### [Task item]
For the records below, tally the lines that include the word "LORONG" and report the number alone.

### [Data supplied]
━━━━━━━━━━━━━━━━
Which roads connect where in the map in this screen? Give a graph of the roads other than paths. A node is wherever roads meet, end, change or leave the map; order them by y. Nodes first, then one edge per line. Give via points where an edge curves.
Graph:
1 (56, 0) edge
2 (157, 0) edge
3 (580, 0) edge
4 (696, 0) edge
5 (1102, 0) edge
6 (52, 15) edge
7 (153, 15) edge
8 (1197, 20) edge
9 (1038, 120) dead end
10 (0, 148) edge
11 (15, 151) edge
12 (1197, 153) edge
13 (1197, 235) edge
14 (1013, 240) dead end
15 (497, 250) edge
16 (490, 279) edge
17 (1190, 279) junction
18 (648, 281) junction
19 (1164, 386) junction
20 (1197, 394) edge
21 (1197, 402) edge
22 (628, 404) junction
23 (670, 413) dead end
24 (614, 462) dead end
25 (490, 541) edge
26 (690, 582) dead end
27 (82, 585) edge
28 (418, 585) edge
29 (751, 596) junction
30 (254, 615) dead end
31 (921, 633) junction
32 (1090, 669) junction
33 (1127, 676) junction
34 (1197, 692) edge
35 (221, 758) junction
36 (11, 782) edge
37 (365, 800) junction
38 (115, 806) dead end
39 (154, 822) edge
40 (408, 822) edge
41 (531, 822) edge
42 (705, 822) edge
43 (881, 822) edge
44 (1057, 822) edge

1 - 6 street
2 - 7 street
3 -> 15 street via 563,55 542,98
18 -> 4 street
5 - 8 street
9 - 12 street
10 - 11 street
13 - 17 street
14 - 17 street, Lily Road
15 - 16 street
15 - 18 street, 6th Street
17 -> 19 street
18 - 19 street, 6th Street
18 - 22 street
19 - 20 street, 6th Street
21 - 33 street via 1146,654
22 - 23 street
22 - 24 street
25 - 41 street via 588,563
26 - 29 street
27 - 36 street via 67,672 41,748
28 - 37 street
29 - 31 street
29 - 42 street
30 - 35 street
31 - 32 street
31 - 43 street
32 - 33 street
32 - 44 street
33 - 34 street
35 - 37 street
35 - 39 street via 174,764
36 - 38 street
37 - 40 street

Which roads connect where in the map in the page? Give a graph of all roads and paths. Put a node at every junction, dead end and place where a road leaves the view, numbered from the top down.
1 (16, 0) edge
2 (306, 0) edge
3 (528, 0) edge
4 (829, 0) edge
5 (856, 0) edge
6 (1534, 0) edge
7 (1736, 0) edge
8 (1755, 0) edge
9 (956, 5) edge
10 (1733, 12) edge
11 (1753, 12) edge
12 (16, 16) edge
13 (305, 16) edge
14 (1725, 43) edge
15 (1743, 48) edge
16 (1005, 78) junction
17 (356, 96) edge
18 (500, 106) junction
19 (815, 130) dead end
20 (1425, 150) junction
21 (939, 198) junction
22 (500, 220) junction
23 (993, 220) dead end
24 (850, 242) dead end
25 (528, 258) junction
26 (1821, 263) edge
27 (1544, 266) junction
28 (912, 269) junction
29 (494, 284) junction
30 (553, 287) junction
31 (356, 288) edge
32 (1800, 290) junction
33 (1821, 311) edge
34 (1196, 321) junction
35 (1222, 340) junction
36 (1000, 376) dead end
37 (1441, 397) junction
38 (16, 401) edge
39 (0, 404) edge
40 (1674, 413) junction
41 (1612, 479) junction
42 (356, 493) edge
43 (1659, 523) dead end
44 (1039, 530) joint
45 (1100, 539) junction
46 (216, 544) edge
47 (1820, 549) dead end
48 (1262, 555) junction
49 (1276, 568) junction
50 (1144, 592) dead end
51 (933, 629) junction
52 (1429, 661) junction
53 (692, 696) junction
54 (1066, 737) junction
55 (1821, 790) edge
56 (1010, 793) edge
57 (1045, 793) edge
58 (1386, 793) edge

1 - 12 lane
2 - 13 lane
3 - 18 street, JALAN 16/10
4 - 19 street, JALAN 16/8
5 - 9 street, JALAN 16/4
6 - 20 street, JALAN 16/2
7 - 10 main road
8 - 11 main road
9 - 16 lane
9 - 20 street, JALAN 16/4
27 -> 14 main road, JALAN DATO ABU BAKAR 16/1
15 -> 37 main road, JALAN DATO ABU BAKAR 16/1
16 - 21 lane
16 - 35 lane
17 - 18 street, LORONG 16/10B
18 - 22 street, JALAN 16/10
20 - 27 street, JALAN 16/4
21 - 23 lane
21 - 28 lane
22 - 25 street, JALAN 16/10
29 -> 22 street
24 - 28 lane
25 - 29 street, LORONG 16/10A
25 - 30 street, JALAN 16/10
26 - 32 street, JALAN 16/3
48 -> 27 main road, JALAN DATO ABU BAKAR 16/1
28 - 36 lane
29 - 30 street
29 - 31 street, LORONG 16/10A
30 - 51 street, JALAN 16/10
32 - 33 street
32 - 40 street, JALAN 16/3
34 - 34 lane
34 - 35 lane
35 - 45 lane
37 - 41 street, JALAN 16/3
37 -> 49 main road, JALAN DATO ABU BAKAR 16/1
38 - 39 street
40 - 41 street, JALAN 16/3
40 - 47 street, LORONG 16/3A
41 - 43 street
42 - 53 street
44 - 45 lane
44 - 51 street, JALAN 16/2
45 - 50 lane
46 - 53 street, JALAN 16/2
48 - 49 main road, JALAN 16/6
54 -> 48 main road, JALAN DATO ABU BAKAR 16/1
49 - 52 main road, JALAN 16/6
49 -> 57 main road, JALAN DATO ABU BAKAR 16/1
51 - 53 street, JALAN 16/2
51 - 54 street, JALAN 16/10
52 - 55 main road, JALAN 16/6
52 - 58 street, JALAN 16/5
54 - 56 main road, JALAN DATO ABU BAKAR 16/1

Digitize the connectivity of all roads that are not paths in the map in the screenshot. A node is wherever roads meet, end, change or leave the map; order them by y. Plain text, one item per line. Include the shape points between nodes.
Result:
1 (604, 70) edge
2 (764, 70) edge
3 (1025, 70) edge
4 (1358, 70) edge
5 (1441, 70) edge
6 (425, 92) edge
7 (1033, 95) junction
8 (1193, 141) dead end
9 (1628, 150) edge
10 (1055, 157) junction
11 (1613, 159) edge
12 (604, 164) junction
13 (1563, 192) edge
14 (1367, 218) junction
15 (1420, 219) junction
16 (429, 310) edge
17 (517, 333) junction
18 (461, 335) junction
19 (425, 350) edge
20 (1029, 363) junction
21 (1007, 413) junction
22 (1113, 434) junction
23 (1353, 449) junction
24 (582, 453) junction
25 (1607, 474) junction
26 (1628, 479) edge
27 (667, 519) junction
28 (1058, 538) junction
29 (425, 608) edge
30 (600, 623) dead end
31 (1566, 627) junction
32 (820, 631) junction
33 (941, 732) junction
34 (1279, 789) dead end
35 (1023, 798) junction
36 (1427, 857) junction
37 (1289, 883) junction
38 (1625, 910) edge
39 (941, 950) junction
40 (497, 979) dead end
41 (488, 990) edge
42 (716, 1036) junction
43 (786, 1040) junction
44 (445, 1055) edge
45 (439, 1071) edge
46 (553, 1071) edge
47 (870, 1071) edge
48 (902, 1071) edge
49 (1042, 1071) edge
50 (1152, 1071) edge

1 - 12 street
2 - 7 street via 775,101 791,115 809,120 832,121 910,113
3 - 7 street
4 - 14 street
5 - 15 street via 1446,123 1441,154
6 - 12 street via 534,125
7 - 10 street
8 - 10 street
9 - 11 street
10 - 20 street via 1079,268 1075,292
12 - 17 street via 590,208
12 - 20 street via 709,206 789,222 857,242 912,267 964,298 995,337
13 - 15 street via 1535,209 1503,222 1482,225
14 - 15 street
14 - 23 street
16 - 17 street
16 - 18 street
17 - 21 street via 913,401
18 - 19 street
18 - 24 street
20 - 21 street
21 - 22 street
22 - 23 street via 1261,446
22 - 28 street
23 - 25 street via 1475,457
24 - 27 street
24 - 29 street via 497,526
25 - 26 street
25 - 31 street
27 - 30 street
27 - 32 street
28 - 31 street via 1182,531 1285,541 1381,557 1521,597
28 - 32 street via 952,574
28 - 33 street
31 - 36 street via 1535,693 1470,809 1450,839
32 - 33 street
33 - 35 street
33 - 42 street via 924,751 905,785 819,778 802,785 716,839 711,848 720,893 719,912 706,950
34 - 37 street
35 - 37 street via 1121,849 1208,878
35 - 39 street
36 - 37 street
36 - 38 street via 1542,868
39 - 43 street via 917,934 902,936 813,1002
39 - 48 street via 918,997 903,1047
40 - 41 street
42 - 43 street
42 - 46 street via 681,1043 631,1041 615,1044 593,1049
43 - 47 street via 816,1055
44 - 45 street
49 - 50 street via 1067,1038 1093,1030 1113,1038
━━━━━━━━━━━━━━━━
### [Response area]
4